The French inhabitants of the upper St.John River valley, viewed by the editor of the Portland Transcript, Edward Elwell, in 1858 and 1878

In 1858, as part of an attempt to induce people to settle in the northern part of the State of Maine, a group of newspaper editors made a tour of northern Aroostook County. This promotional trip, referred to as "the Editorial Excursion," proved successful, and the head of the group, Edward H. Elwell, editor of the Portland Transcript newspaper, made a follow-up visit in 1878.

The reports are full of praise for the hard-working and industrious Americans who had settled in these areas. But here's what he had to say about "The French Settlements":

"About twenty miles north of Ft. Fairfield are the famous Madawaska settlements, where the descendants of the ancient Acadians preserve in all their primitive simplicity, the manners and customs of their French ancestors. Like their kindred of Canada, they cling to the river bank, each farm having its river front and extending in a long narrow line to the forest. They are a light-hearted, improvident, unenterprising people, more fond of the fiddle than the hoe, and content to remain stationary while all around them is progressing. Knowing nothing of our political institutions, they readily sell their votes to politicians, and he who bids highest carries the day. At the polls the inquiry is, 'How much do you give for a vote this year?' and a nine-pence turns the scale. But we cannot do better than to copy what our friend Dingley, of the Maine Evangelist, says of this peculiar people:

'The French settlements extend, from the southern boundary of van Buren fifty miles to the north-western boundary of Hancock, on the American side of the St. John, and an equal extent on the British side. The population of the American side is estimated at three thousand and on the British side at one thousand. The ancestors of these settlers were the French who were expelled from Acadia, in Nova Scotia, by the English about the year 1763. ... Two or three hundred fled to the St. John, near Woodstock [New Brunswick], and in 1783 they were again compelled to flee to their present location. On the banks of the St. John they settled, with all the habits and tastes which their fathers brought from France. These habits--the habits of the peasantry of France,--they still retain, having made scarcely an advance step in civilization since the days of Louis XIV.
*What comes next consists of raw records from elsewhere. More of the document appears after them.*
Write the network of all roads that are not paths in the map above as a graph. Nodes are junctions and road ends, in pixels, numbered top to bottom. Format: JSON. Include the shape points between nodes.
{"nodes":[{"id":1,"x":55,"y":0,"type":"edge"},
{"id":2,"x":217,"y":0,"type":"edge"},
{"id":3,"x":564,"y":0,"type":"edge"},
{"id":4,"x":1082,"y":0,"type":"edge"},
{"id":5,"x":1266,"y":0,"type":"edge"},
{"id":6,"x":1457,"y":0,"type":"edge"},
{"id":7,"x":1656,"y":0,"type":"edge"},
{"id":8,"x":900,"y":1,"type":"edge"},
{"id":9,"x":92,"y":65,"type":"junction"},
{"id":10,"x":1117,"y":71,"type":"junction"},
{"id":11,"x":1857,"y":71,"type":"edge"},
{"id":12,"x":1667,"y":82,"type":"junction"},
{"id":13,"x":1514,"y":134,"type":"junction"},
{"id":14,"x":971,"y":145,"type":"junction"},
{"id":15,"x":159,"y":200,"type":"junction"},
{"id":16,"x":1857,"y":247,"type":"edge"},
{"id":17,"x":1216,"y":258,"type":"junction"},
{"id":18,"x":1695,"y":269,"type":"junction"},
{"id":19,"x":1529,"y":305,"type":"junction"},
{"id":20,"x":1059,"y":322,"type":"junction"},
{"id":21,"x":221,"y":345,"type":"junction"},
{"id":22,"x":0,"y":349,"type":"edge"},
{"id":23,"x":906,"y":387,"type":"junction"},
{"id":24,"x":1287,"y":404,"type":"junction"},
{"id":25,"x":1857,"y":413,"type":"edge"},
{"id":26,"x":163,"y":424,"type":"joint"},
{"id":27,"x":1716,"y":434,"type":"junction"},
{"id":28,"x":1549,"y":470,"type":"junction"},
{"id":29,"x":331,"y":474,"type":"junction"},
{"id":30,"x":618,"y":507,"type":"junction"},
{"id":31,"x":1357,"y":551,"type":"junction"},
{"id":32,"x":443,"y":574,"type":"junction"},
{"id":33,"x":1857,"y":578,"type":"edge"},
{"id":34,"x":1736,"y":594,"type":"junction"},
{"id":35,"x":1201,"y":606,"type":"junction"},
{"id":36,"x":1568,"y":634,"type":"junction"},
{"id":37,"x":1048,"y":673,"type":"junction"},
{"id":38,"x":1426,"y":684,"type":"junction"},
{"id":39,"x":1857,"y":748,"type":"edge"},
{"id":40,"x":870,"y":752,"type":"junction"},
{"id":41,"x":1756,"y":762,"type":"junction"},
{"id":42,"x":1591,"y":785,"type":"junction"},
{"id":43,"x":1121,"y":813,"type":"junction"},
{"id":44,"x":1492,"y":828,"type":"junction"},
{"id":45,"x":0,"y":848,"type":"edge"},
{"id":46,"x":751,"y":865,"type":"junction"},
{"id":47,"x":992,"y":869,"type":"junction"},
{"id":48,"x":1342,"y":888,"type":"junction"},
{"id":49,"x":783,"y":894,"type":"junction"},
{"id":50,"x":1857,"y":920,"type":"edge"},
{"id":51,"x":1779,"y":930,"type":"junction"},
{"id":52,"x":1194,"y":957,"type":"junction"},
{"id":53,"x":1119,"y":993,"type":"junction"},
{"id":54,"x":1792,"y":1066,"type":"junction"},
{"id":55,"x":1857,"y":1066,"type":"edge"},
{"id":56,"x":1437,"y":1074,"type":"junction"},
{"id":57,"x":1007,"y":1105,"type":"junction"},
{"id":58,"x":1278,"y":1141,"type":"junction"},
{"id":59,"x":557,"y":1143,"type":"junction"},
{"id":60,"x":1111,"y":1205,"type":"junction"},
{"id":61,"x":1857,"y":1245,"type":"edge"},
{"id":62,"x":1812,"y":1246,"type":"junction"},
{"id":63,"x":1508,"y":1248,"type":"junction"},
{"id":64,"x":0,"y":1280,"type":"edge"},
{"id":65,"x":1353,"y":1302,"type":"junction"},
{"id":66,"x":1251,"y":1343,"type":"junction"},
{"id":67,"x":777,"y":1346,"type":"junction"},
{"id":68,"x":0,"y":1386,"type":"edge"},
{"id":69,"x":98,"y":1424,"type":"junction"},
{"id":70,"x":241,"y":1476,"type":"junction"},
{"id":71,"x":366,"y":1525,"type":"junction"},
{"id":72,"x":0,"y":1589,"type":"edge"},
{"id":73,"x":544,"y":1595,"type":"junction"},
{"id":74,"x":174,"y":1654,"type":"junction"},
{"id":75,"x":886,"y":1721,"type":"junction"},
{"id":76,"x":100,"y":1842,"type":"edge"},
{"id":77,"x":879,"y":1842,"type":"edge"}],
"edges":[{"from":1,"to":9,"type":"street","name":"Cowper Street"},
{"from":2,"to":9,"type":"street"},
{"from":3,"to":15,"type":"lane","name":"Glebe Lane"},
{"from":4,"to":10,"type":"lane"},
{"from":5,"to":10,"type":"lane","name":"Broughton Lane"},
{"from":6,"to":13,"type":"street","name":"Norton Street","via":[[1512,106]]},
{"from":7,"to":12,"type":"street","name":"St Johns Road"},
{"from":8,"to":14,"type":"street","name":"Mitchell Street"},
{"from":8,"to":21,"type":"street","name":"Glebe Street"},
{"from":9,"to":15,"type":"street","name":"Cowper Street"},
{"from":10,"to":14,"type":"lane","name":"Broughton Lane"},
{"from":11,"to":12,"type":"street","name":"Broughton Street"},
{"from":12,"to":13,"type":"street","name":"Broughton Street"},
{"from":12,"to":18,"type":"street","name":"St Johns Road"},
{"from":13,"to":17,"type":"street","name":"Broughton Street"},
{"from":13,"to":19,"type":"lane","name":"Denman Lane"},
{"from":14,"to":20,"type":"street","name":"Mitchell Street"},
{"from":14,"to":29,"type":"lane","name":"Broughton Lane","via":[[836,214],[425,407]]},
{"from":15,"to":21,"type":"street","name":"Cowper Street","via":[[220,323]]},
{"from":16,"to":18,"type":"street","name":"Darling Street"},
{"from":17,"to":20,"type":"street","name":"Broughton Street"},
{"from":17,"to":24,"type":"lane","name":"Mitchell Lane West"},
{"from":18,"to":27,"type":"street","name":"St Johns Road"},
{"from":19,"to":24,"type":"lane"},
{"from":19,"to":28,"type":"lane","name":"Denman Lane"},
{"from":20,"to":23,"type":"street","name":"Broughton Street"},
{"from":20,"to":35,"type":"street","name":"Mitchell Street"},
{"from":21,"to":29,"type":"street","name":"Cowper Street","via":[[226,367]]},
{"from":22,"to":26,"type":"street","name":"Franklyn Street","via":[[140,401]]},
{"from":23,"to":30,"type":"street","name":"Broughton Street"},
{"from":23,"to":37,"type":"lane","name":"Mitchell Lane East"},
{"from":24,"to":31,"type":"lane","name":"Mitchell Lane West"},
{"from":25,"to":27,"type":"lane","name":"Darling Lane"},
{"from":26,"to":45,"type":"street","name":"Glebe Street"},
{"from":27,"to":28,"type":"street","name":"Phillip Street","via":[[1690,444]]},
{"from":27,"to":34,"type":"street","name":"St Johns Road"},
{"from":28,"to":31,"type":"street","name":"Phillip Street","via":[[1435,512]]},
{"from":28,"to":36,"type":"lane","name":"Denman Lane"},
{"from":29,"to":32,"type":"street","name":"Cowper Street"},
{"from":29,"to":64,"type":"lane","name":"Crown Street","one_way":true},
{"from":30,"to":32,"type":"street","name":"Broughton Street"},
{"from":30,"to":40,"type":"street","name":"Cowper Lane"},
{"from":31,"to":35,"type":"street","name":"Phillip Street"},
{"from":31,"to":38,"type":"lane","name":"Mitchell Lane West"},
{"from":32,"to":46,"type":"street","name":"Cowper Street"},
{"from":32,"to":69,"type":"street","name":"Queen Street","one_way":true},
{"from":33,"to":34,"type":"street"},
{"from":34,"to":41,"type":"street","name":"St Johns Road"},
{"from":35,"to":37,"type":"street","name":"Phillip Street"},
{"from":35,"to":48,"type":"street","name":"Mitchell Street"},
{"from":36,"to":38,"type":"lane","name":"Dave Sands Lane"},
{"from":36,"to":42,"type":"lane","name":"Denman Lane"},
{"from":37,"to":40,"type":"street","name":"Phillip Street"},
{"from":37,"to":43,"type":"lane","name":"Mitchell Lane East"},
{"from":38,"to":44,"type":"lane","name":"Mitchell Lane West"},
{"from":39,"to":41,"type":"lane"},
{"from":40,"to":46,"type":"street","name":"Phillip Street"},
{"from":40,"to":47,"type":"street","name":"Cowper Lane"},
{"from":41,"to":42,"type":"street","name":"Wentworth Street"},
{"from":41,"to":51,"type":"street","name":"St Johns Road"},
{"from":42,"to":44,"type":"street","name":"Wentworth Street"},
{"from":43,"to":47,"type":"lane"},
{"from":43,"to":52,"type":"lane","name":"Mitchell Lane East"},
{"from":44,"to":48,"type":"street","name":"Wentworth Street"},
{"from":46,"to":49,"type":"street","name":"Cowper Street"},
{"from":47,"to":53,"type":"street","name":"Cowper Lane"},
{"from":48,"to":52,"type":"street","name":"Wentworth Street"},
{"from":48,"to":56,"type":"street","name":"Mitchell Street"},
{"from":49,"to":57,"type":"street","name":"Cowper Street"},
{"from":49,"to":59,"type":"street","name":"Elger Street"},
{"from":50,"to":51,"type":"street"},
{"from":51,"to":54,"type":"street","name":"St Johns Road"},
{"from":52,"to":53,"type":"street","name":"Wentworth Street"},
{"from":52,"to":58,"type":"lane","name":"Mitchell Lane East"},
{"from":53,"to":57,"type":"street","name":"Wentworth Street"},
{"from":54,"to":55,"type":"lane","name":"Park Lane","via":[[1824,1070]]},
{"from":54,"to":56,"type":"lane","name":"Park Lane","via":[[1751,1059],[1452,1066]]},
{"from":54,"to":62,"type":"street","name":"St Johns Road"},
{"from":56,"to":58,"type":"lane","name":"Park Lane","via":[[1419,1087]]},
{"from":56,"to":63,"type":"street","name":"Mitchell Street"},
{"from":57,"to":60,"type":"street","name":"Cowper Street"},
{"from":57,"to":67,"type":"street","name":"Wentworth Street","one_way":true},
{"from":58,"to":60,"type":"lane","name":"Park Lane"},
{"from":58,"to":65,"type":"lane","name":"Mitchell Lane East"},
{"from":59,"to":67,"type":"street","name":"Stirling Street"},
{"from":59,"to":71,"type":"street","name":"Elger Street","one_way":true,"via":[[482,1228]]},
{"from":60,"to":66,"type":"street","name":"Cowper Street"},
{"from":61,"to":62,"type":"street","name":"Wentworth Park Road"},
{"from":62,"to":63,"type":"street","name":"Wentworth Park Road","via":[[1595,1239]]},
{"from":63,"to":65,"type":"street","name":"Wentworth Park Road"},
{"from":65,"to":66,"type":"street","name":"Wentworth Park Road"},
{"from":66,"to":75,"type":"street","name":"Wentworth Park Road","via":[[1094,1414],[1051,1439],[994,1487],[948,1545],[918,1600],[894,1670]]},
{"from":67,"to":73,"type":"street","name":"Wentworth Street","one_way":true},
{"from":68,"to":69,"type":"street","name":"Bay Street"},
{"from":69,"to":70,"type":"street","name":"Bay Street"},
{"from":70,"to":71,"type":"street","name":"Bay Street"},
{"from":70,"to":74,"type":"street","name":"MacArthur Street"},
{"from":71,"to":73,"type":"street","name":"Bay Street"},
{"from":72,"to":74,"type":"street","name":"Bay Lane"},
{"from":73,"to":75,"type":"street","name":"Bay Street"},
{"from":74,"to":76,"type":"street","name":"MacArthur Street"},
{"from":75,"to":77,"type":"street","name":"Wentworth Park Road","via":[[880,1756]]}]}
'The French settlers upon the western and southern banks of the St. John were declared citizens of the United States by the treaty of 1842, and by the same instrument the title to the lands on which they were settled were confirmed to them. Although they have increased from a population of about five hundred to as many thousands, yet they have not gone back from the river. Instead of imitating the enterprise of the Yankee pioneer, by plunging into the forests and clearing new farms, each succeeding generation has divided the land patrimony of their fathers among the children, until nearly every farm has a river front of but a few rods [one rod is about 5-1/2 yards]. They are generally ignorant and unambitious, each generation contenting themselves with simply existing. They subsist chiefly on pea soup and other vegetable food which is raised on their patches of land. A gentleman who visited them a few years since, informs us that he stopped at a small cabin in which there was but one room, where the happy head of the family could call around him twenty-three children. He counted fifteen houses near each other, averaging twelve children to each house. They make large quantities of maple sugar, but in general content themselves with the simple fare of their fathers. The State has made several attempts to educate and civilize them, and in some instances with good results. They are, however, a peculiar people, distinct in tastes, habits and aspirations from the Anglo-Saxon race.'"

Elwell returned to northern Aroostook county twenty years later, in 1878, to do an update on the conditions there. Again, he was full of praise for the industrious Yankees, as well as the Swedes who had been brought in to settle in what was called "New Sweden." Here are his comments on "The French Settlers" (note they are still called settlers, though most of them had been born where they lived, and their parents and grandparents had moved to the Valley in the 1780s-1840s).

Just prior to this section Elwell has described the farm of Salmon Jones outside of Caribou, and how hard working, industrious and successful he has been.

"He has one great advantage in the cheap labor of the Acadian French. The road just beyond him is settled by them away to Violet Brook, a distance of twenty-two miles. They live in small, untidy looking houses, two to a lot and two families in every house. And children--they have no end of them. A stranger riding by one day, exclaimed, 'In the name of goodness are these all school houses?' We counted one, two, three, four, five, six, seven, eight little girls all playing in front of one house. Their fecundity and lack of thrift keeps them poor, though some have tolerable farms. They hire out for low wages. Every morning in planting, haying or harvest time, numbers of them drive past Mr. Jones's door and ask for work. He sends them into the fields, gives them seventy-five cents per day, and pays in buckwheat. It is rare in a new country that labor is so abundant and convenient."

Edward H. Elwell, Aroostook: With some account of the Excursions Thither of the Editors of Maine in the years 1858 and 1878, and of the Colony of Swedes, settled in the town of New Sweden (Portland: Transcript Printing Co., 1878), pp.25-26, 37.